Input material:
§ §

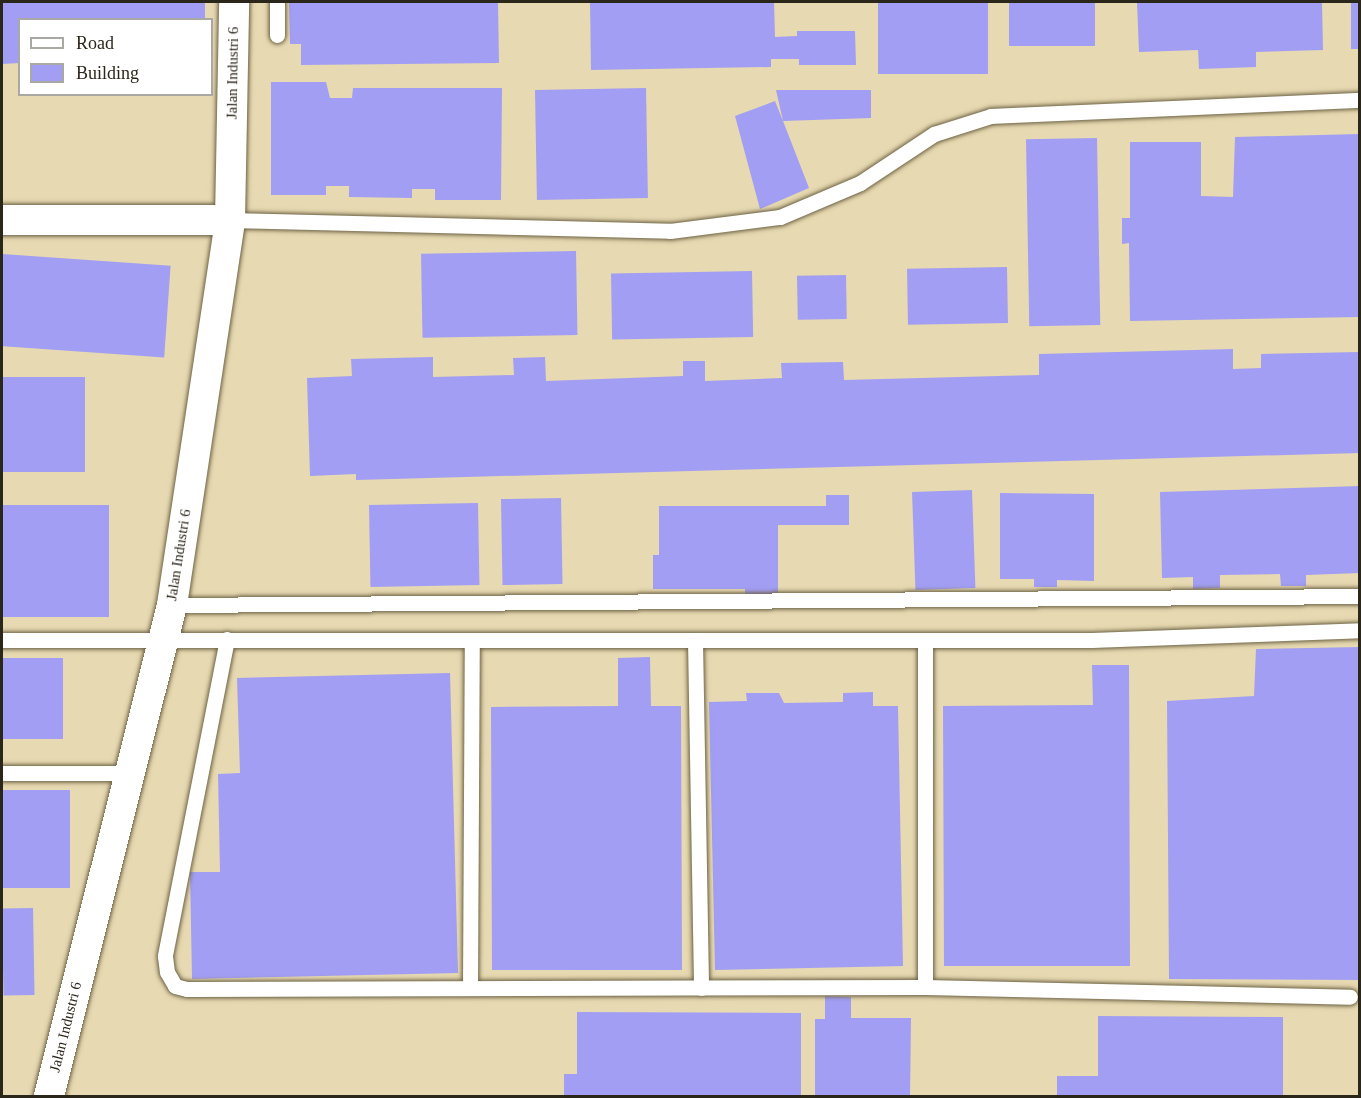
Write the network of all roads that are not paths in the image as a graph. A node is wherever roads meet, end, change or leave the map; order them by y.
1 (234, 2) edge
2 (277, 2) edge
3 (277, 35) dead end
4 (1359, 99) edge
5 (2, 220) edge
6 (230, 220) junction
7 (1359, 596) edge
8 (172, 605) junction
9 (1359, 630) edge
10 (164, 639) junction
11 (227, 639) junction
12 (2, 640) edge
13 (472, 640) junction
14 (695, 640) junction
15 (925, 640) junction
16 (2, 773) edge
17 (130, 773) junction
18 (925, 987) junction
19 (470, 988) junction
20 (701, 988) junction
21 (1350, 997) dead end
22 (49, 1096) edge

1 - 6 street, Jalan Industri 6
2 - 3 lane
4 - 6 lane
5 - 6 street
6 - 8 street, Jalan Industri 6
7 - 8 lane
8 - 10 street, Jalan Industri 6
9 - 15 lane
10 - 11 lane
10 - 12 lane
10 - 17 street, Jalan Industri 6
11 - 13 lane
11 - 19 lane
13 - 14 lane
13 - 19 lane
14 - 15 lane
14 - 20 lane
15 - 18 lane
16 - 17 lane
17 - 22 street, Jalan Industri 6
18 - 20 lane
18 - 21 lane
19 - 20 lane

§ §

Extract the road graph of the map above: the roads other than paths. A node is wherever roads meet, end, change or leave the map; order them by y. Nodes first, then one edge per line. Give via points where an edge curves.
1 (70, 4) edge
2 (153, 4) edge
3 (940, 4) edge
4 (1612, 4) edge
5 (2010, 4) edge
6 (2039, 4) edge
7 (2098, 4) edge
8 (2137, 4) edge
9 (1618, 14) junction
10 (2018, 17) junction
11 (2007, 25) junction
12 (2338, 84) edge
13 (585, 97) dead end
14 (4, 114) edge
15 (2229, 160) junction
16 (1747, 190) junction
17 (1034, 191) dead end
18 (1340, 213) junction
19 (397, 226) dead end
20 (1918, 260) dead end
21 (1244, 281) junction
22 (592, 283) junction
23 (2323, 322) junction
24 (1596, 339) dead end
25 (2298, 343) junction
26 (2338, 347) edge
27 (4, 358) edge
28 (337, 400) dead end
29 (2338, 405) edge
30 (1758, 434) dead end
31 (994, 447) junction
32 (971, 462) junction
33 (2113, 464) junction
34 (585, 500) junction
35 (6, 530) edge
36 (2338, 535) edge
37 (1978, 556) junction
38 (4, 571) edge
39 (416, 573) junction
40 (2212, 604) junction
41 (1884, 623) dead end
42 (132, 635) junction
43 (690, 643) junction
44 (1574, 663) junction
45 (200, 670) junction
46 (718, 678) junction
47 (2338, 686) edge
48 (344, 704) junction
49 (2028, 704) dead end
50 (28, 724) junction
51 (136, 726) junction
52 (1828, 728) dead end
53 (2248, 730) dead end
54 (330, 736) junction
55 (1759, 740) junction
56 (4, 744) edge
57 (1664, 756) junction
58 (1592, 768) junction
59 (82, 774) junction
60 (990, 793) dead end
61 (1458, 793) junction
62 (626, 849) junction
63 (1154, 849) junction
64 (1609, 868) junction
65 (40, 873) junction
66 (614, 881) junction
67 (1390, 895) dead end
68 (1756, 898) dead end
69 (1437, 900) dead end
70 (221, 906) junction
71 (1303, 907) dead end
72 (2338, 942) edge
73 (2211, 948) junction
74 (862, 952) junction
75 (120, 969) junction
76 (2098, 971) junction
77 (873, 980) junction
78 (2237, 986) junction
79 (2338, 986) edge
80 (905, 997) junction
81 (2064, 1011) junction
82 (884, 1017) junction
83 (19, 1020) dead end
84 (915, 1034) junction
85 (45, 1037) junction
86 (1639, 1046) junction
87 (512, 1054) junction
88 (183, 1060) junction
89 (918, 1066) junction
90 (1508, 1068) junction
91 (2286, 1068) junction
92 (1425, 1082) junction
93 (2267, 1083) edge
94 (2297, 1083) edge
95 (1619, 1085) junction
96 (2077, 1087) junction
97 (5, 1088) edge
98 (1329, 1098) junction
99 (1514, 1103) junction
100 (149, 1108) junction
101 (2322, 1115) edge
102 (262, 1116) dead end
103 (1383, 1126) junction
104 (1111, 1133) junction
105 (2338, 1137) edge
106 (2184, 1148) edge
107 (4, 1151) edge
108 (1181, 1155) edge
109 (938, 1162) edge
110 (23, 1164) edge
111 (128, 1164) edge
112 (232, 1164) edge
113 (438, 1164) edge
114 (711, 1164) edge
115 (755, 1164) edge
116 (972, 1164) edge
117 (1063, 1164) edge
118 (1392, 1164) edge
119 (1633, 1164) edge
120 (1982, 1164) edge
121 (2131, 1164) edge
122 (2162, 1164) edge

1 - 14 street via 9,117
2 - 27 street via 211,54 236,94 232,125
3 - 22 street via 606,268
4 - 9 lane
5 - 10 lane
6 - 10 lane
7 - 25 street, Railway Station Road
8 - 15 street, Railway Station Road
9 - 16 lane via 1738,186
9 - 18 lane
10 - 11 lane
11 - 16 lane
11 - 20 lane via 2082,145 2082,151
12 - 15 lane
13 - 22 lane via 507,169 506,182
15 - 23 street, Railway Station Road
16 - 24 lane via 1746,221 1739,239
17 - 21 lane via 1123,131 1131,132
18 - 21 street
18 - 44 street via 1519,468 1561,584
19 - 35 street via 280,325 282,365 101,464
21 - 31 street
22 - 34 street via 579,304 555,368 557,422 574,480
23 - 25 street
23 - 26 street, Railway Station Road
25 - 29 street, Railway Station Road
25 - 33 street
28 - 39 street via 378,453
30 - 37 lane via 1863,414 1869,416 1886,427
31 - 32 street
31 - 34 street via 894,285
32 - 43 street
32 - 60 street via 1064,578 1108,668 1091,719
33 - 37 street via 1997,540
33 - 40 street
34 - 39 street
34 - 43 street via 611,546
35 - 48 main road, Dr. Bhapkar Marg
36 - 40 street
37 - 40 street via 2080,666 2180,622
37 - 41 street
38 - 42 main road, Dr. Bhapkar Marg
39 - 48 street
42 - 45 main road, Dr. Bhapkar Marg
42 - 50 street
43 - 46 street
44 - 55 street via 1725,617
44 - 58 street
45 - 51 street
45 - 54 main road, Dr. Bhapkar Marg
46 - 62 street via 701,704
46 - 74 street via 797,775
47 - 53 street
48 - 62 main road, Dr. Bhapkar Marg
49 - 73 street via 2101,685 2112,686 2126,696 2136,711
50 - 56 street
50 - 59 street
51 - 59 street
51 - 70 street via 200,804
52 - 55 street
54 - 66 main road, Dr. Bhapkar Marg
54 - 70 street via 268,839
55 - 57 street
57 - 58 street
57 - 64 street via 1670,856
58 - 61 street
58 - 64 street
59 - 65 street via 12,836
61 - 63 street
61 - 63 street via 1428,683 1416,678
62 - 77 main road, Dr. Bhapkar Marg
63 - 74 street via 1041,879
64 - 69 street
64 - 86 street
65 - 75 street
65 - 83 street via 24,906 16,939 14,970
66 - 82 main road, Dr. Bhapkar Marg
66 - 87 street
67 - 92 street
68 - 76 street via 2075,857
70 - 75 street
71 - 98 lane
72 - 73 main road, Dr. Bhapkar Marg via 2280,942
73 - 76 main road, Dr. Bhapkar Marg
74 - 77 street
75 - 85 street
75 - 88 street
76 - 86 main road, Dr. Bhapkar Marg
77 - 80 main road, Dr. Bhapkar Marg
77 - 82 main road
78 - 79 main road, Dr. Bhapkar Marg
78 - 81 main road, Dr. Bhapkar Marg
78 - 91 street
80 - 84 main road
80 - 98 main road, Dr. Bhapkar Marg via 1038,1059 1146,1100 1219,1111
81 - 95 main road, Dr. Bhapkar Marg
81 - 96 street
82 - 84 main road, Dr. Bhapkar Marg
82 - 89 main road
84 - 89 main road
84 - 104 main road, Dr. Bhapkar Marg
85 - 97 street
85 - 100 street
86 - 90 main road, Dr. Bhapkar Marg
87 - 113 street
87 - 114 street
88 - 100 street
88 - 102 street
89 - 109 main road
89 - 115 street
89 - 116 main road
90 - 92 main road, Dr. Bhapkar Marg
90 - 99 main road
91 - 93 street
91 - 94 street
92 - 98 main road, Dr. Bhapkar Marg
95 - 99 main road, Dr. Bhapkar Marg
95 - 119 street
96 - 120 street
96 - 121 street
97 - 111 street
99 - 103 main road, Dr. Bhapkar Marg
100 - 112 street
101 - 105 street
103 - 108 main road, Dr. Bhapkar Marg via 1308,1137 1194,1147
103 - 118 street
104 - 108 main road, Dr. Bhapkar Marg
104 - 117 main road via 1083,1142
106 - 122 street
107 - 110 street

§ §

Exercise: Lines holding the word "Jalan" should be counted across the entries; state only how many there are.

Exercise response: 5